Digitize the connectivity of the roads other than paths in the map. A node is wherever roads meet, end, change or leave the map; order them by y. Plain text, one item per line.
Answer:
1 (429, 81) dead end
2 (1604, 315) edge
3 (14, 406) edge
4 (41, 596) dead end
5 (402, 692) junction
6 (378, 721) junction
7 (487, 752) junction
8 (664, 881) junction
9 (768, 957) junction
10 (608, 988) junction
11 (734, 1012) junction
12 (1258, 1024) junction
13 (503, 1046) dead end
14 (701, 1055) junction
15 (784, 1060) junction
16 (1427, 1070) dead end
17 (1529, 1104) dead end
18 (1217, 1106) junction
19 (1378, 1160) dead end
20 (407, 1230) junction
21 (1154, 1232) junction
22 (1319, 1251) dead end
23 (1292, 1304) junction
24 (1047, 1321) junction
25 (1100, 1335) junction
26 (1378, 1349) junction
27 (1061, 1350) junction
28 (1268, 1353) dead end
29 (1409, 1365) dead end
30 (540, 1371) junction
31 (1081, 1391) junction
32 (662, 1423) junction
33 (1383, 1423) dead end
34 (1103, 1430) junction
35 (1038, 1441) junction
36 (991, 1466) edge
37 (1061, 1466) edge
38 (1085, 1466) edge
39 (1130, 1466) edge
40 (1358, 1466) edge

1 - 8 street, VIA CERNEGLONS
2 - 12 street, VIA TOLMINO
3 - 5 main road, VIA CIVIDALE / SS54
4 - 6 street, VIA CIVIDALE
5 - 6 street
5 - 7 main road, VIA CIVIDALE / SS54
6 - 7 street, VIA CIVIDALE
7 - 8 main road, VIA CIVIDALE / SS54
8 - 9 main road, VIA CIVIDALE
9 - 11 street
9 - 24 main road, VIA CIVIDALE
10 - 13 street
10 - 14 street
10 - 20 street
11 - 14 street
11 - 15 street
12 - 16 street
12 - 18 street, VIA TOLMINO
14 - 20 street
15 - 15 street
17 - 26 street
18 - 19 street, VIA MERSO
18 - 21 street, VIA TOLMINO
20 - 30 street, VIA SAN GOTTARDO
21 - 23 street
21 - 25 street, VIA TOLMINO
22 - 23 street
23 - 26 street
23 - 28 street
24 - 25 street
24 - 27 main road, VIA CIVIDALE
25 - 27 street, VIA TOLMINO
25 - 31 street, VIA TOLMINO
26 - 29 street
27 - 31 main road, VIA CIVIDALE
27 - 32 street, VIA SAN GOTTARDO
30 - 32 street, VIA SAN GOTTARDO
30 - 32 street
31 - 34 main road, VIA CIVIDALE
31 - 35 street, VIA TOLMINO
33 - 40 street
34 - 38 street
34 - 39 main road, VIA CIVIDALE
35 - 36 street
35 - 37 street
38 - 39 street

----

Would you please return all lines of the data that include the word "CIVIDALE"?

:: Written answer ::
3 - 5 main road, VIA CIVIDALE / SS54
4 - 6 street, VIA CIVIDALE
5 - 7 main road, VIA CIVIDALE / SS54
6 - 7 street, VIA CIVIDALE
7 - 8 main road, VIA CIVIDALE / SS54
8 - 9 main road, VIA CIVIDALE
9 - 24 main road, VIA CIVIDALE
24 - 27 main road, VIA CIVIDALE
27 - 31 main road, VIA CIVIDALE
31 - 34 main road, VIA CIVIDALE
34 - 39 main road, VIA CIVIDALE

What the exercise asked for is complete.